This image grabs me for reasons that only other bird photographers might appreciate.
1/2500, f/7.1, ISO 400, Canon 7D Mark II, Canon EF 500mm f/4L IS II USM, not baited, set up or called in
I photographed this adult male Yellow-headed Blackbird six days ago at Bear River Migratory Bird Refuge. He was scurrying around on last year’s dead phragmites as he snagged midges out of the air and intermittently broke into raspy “song”. At first glance there may seem to be nothing special about this shot – it’s just a fairly nice photo of a blackbird doing it’s “thing”. But I keep coming back to the image for one reason – the light and detail in the blacks.

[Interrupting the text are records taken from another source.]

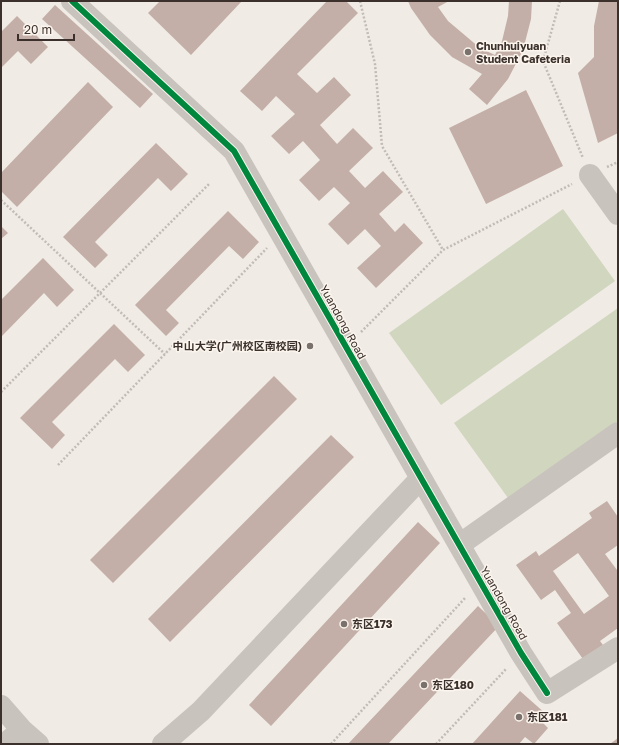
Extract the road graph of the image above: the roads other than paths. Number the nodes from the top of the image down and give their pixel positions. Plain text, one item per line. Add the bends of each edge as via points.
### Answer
1 (72, 1) edge
2 (590, 175) road end
3 (618, 214) edge
4 (618, 434) edge
5 (421, 478) junction
6 (459, 545) junction
7 (618, 648) edge
8 (1, 706) edge
9 (22, 730) junction
10 (5, 744) edge
11 (38, 744) edge
12 (163, 744) edge

1 - 5 street, Yuandong Road via 234,151
2 - 3 street
4 - 6 street
5 - 6 street, Yuandong Road
5 - 12 street via 201,711
6 - 7 street, Yuandong Road via 547,693
8 - 9 street
9 - 10 street
9 - 11 street

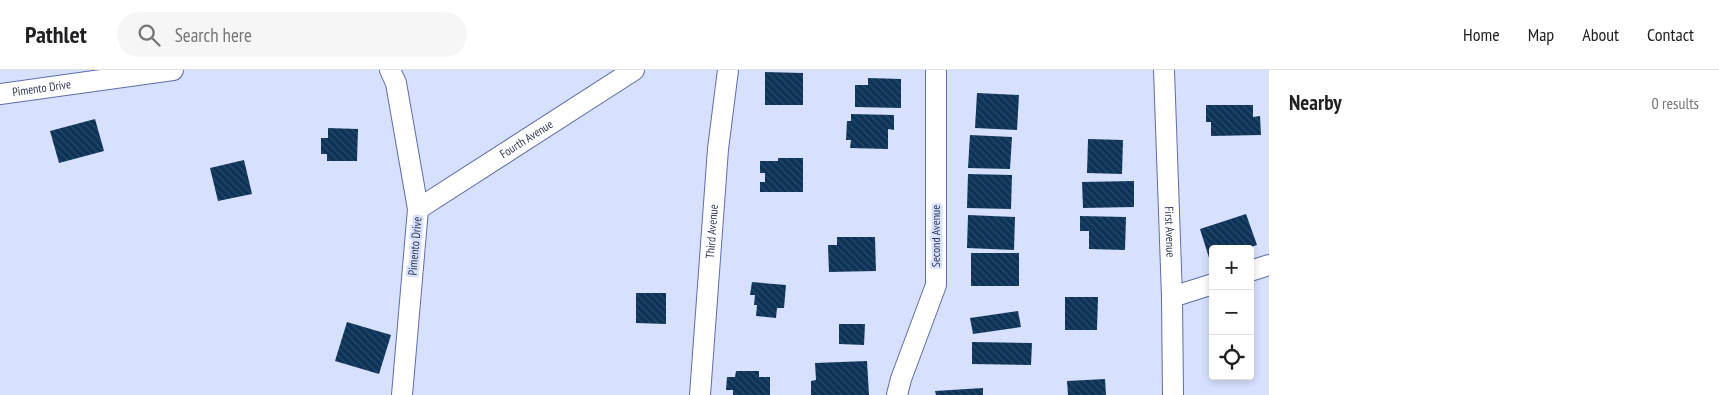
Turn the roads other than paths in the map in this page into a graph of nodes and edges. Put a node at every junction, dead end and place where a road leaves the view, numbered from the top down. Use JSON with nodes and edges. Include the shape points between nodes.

This time of year thousands of bird photographers photograph various blackbird species every day and their frustration levels are high because of the photon-trapping characteristics of those deep blacks. Getting detail there is very difficult unless the sun is low in the sky and directly behind the photographer. Even then the bird usually has to be turned broadside to the photographer to get good light on most of the black surfaces and show detail there. And even when things go mostly right many blackbird images have significant areas of blacks that show no more detail than a chunk of coal at midnight.

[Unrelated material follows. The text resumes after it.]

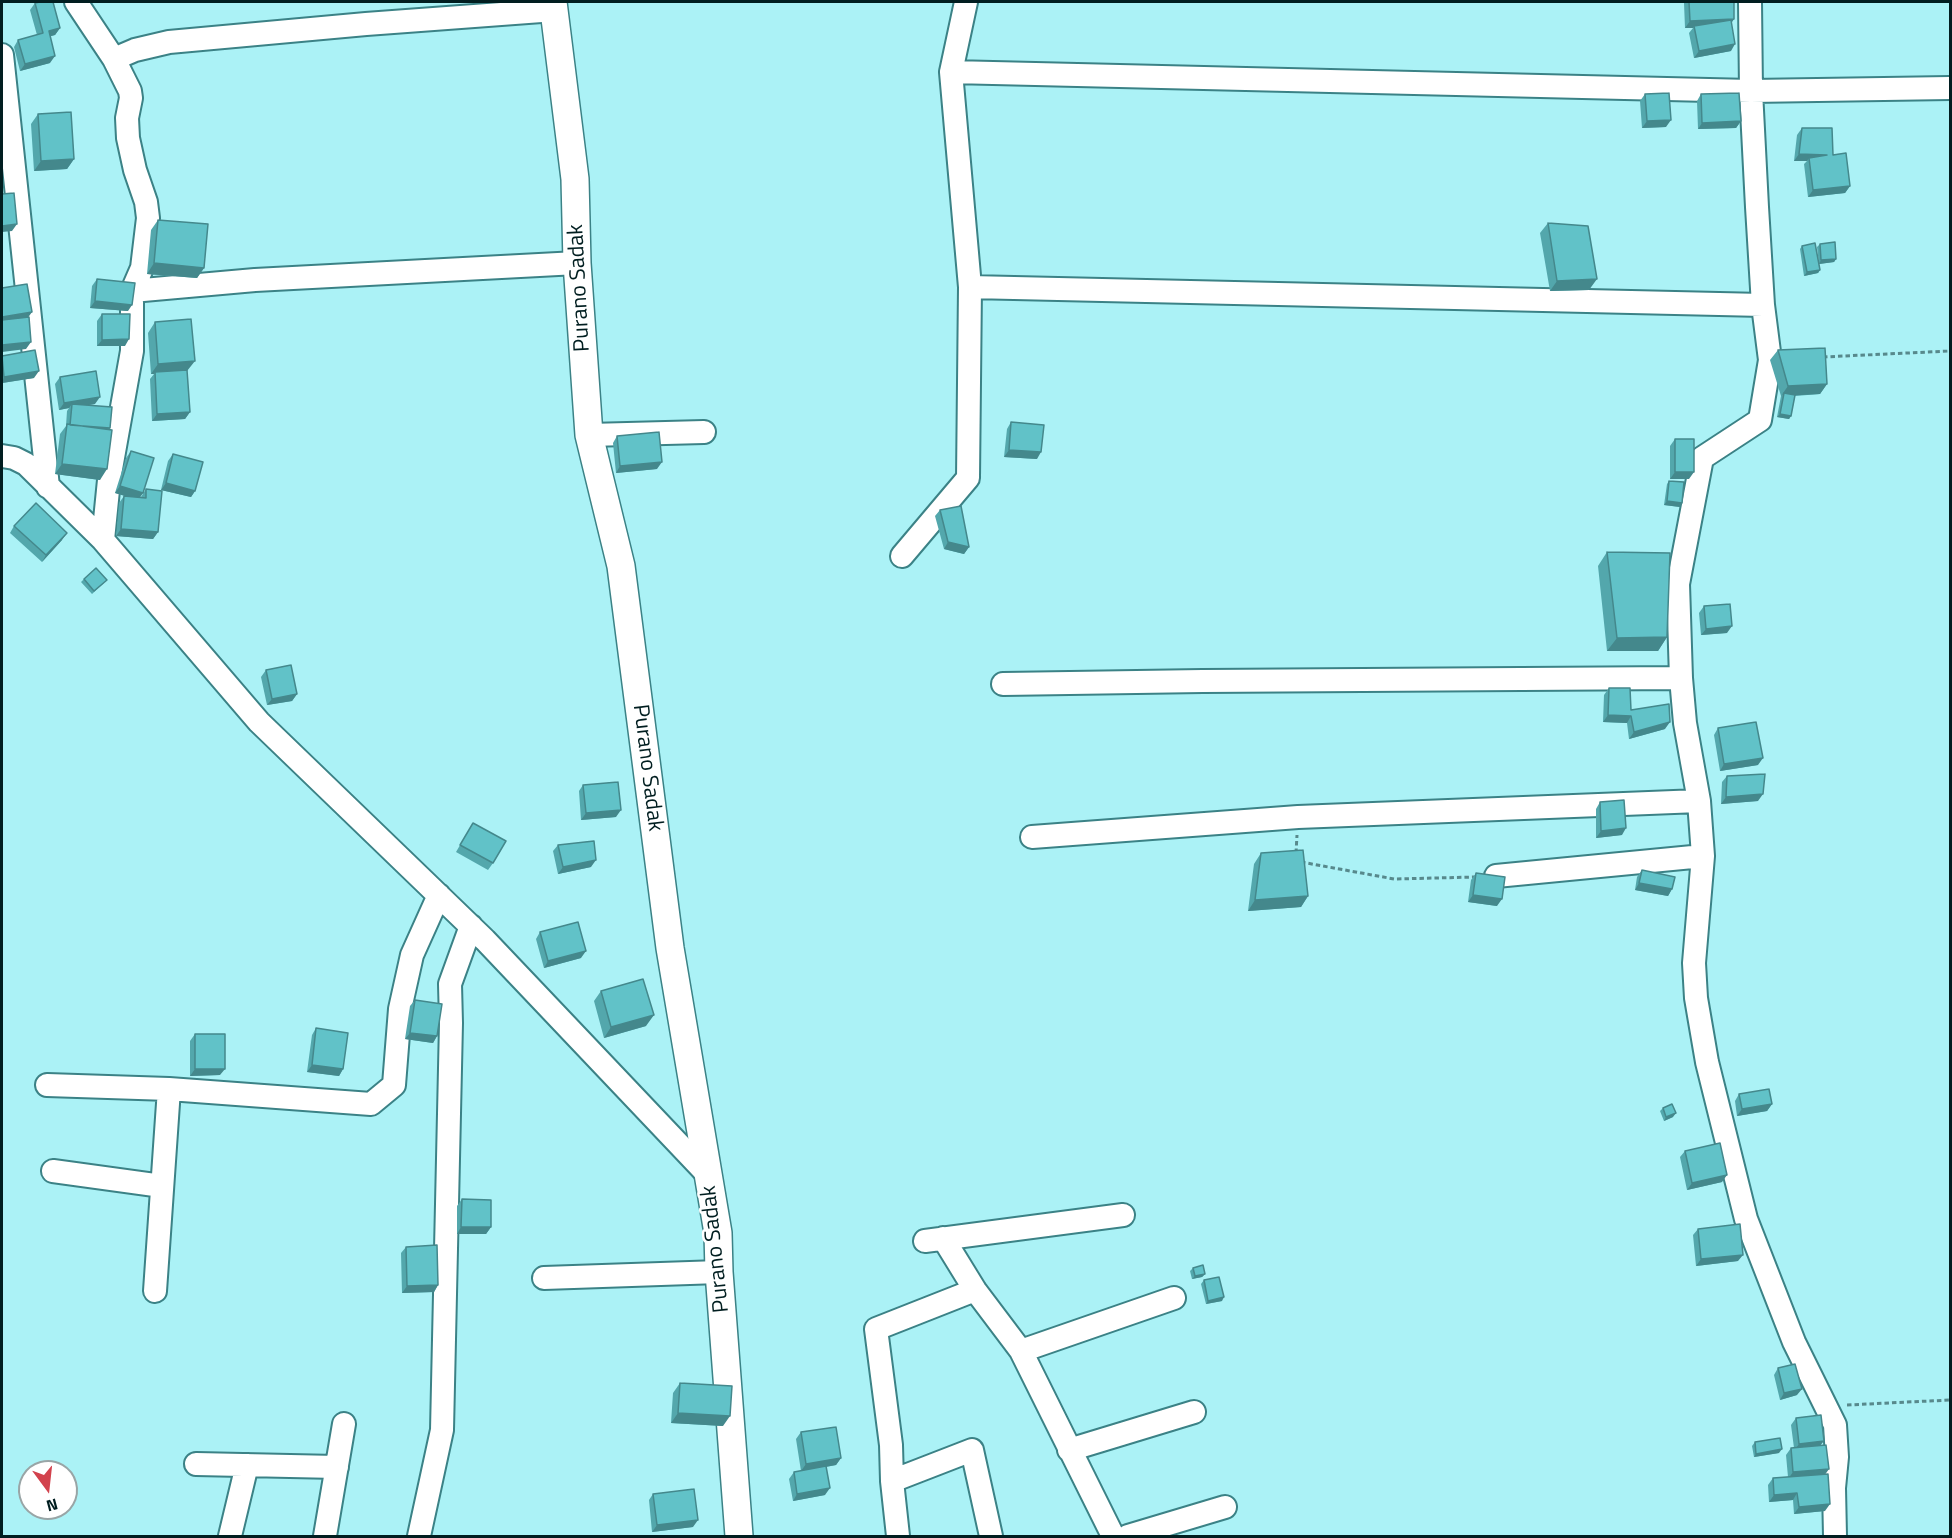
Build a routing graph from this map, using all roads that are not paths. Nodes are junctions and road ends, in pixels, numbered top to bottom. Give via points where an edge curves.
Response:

But with the exception of part of the left leg and a small area under the right wing there’s excellent detail in all of the blacks of this bird. To my eye it almost seems as if I can see every individual black feather in its well-defined glory and for me at least that almost never happens with blackbirds. At a larger file size and resolution those details in this bird are just stunning.
As a photographer I can take only partial credit for that fact. True, I chose to shoot in the early morning when getting good detail on blackbirds is much more likely and the high quality lens I shoot with is fully capable of capturing that detail when conditions are right. But it was largely a matter of luck – the bird had to be turned just right at the instant the shutter clicked.
So, even though this image may not be particularly interesting on some levels it shows me what is possible regarding detail in blackbirds. And that motivates me to keep striving.